The kitchen door closed behind Jason as though dismissing Lester Cole from existence.
There were two of them in the valley!
Jason’s feet seemed to float over Jack Helder’s lounge carpet. Robotlike, he walked to the desk and reserved a room for three days, his mind in turmoil.
The one Lester had seen was not the one he had fought in the river. Every eyewitness had noticed a misshapen head except Lester. The footprint cast in Drake’s office was of the hourglass type, not Moon’s beast. And one had stayed here ever since the lodge was erected and had killed a plumber.
Kimberly had warned him that it took more than one to keep up a population. He had said a cave or cave system would be the ideal home. Somewhere around Mount Colby there had to be a cave. He would go to the Ranger office tomorrow and get a chart.
Dangling the key in his hand, Jason was walking across the lounge when a terrain map showing in relief the features of Mount Colby and the valley caught his attention. A road crossed the north face of the mountain to a town called Oharaville. The town buildings were small black squares.

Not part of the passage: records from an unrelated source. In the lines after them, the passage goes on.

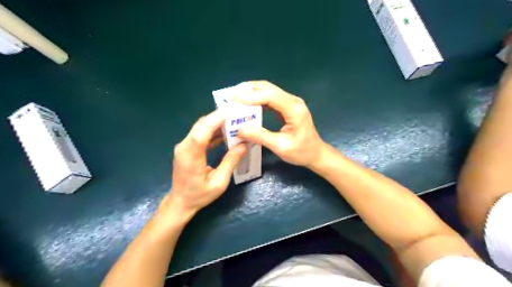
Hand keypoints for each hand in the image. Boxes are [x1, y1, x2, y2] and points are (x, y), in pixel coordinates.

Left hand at [159, 110, 247, 219]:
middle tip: (238, 114)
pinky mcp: (187, 147)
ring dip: (217, 123)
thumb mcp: (219, 182)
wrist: (181, 202)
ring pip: (201, 127)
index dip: (215, 120)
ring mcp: (184, 146)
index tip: (231, 111)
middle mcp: (184, 147)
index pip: (202, 132)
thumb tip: (243, 145)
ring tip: (235, 121)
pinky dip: (213, 131)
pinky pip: (200, 134)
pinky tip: (225, 133)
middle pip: (201, 125)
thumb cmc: (199, 195)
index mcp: (191, 156)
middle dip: (219, 117)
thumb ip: (230, 162)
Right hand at [234, 80, 324, 167]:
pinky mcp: (287, 106)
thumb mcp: (280, 147)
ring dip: (252, 92)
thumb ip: (260, 136)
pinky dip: (257, 98)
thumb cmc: (301, 152)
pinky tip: (247, 103)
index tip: (233, 98)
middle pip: (268, 88)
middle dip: (248, 90)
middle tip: (230, 96)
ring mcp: (291, 102)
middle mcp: (293, 101)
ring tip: (235, 98)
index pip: (270, 96)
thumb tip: (239, 129)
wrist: (316, 153)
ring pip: (269, 91)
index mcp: (294, 109)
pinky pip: (270, 98)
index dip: (250, 96)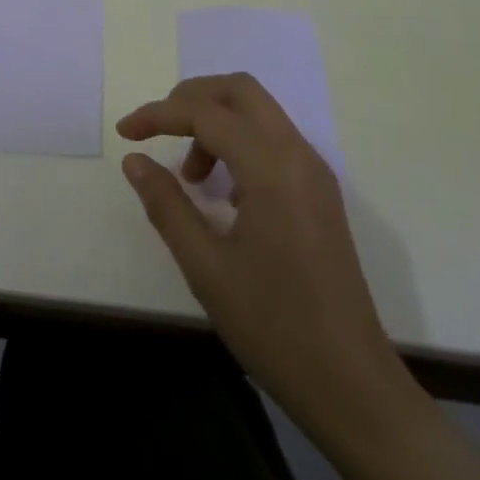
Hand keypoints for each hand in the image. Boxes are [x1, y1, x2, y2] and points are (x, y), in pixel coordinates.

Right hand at [116, 75, 403, 431]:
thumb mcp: (207, 269)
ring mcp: (314, 172)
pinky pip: (273, 140)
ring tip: (190, 178)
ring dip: (216, 122)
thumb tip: (135, 161)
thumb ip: (167, 205)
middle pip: (240, 90)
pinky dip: (239, 143)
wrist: (354, 389)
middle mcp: (298, 155)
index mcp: (272, 168)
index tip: (125, 133)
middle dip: (191, 98)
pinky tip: (222, 193)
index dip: (159, 114)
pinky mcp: (320, 193)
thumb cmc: (275, 328)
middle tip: (158, 130)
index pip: (206, 113)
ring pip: (259, 112)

On the mountain’s base at the edge of town was a large black cross symbolizing an old mine.
A gold mine! In more ways than one.
The key fell from Jason’s fingers to the carpet.
8
Guests at Colby Lodge were discouraged from going to Oharaville. The mine area was thin earth pocked with sinkholes. People had fallen into the ground at Oharaville and vanished. Children had been trapped there with broken limbs. The Forest Service would run you out if they caught you there.
The road around the north face had been built when muscle and dynamite smoothed the earth and transportation was by horsedrawn buckboard. It followed a rusted railroad line used for transferring ore from the Limerick mine to the town of Garrison.